To shouts of “Fascists!” and “Hang them from a tree!” captured Ukrainian soldiers were paraded through the streets of the rebel stronghold of Donetsk on Sunday as bystanders pelted them with eggs, water bottles and tomatoes.
The spectacle of the bruised and filthy soldiers being marched hands bound and surrounded by gun-toting pro-Russian insurgents came as Ukrainians in Kiev celebrated their country’s independence from the Soviet Union — a stark display of the growing divisions between east and west.
While support and mobilization for Kiev’s campaign against the separatists has grown in many parts of the country, resentments fester in much of the east, where civilian casualties and shelling have become a part of daily life.
Human Rights Watch said parading the Ukrainian soldiers was a violation of humanitarian law.
Rachel Denber of the New York-based rights group cited an article of the Geneva Conventions that prohibits “outrages upon personal dignity, in particular humiliating and degrading treatment” of captives of armed conflicts.
This parade is a clear violation of that absolute prohibition, and may be considered a war crime, she said.
On Sunday, rebels put several fire-blackened, shrapnel-shredded Ukrainian military vehicles on display in Donetsk’s main square, where supporters posed for photos in front of one of the destroyed tanks.
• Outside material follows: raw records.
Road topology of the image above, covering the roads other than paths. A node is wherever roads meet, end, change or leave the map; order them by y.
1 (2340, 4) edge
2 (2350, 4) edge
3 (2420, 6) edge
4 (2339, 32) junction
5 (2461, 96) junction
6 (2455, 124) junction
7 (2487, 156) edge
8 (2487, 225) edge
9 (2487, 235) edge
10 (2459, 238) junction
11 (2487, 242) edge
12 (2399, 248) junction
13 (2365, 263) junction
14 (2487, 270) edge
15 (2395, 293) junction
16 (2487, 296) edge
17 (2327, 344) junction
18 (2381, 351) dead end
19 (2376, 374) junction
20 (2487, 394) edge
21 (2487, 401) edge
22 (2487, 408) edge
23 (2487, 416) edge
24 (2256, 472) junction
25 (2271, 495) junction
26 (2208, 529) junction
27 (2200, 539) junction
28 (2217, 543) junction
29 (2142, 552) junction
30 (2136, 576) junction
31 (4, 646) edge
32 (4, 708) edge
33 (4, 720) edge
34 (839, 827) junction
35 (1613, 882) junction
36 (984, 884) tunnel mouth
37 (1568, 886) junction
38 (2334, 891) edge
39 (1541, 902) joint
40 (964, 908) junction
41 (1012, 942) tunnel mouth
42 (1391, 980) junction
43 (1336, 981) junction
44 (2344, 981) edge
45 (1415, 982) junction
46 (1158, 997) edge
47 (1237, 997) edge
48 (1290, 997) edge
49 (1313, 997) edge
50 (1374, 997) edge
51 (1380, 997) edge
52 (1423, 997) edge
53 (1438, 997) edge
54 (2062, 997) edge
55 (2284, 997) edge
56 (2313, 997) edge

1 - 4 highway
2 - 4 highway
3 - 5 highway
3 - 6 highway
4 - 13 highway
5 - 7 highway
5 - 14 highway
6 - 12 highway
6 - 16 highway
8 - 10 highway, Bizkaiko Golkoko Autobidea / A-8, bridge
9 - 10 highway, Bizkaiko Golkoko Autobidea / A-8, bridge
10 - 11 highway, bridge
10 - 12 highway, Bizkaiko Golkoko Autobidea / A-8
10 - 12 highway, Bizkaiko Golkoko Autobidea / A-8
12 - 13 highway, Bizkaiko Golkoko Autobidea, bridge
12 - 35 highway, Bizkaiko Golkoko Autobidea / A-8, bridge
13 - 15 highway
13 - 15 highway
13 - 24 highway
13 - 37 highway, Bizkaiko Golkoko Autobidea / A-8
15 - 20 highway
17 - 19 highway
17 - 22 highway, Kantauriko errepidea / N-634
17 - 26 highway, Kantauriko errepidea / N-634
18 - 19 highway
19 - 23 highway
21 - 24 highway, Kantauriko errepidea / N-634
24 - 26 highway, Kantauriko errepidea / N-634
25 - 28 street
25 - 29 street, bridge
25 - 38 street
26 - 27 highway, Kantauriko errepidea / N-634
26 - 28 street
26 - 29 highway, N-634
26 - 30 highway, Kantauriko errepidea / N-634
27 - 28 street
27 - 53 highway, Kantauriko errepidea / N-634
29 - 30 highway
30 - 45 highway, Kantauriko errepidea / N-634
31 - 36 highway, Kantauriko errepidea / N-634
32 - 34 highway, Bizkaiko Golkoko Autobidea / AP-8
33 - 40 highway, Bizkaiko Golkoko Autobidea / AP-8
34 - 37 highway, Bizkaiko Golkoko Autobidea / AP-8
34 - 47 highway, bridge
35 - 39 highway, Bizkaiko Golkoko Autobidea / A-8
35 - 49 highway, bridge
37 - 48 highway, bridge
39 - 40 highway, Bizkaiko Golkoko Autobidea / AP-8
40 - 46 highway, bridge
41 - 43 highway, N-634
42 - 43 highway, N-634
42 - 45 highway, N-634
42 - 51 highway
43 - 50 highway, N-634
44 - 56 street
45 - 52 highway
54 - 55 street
One onlooker grabbed a Ukrainian flag from the wreckage of one tank and threw it to the ground. Several others trampled on it, wiping their feet and spitting.
Early Sunday, artillery shells struck several residential buildings as well as a hospital and morgue in downtown Donetsk, although nobody was reported killed. The government has denied that Ukraine’s forces were responsible for the shelling of any residential buildings or hospitals.
The situation is even direr in Luhansk, a city closer to the Russian border whose war-reduced population of a quarter-million people has suffered under constant fighting in recent weeks. Andriy Lysenko, spokesman for the Ukrainian National Security Council, told journalists Sunday that 68 civilians had been wounded there in the past 24 hours, but could not confirm whether anyone had been killed.
Ukrainian president Poroshenko and his Russian counterpart Vladimir Putin are set to meet Tuesday in Minsk, Belarus, alongside other European Union leaders. The two leaders have not met since early June and many hope that the talks could help defuse the conflict in east Ukraine.
But German Chancellor Angela Merkel on Sunday cautioned against expectations of a decisive breakthrough at the much-anticipated meeting.
“The meeting in Minsk certainly won’t yet bring the breakthrough,” she said. “But you have to speak to one another if you want to find solutions.”